This is the story of a middle-aged man whose career, family, father-son relationship was in a mess, and I cried bitterly in this line:
I remember once imagine what my life would be like, what I'd be like. I pictured having these qualities, strong, positive qualities that people could pick up on from across a room. But as time passed, few ever became any of these qualities I acturally had. And all the possibilities I faced, and the sorts of people I could be, all of them got reduced every year to fewer and fewer, until finally they reduced to one... to who I am. And that's who I am. The weather man.
Finally the weatherman goes back and continues to be a weatherman diligently, the difference is he His mentality was different. He used his father's words as his motto to re-look at his own life, his own life, "this shit life". Just, "what's the poiiiiiiinttttt??!" I yelled in tears. What is the meaning of such a life, what kind of life is meaningful?
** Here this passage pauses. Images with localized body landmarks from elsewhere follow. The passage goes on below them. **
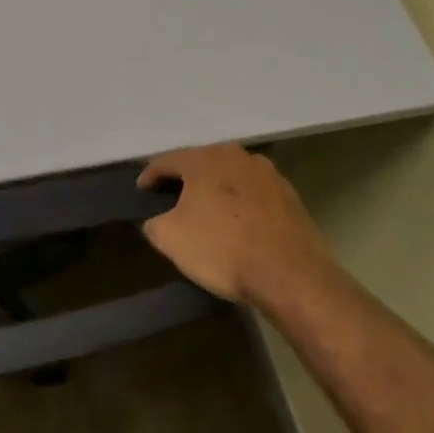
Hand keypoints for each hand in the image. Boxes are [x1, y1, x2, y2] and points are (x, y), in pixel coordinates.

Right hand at [138, 142, 326, 303]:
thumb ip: (154, 222)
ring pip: (230, 175)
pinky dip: (242, 202)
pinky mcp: (291, 195)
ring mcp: (267, 173)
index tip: (142, 193)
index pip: (166, 161)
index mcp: (203, 159)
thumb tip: (156, 220)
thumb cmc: (223, 249)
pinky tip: (239, 223)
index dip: (149, 177)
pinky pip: (254, 192)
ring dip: (216, 188)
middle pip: (200, 163)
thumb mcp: (170, 239)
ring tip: (208, 210)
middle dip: (185, 179)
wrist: (291, 277)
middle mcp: (235, 155)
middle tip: (172, 199)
I seem to be more determined not to have children, because I don't want to be a parent who ignores the needs of children, like the protagonist in a movie. We can't blame him, because no one can be a perfect parent, there must be omissions and times. Whether it's looking forward to having a baby or avoiding it, even if it's mixed with joy, I think if you ask parents whose children have grown up, they'll say they don't regret having a baby. A beautiful thing brings countless precious joys, and the pain in it has also become joy. It's just children. No one asked if they wanted to come before they came.
But maybe I just saw the regrets of doing something, and I didn't think there might be more regrets not doing it.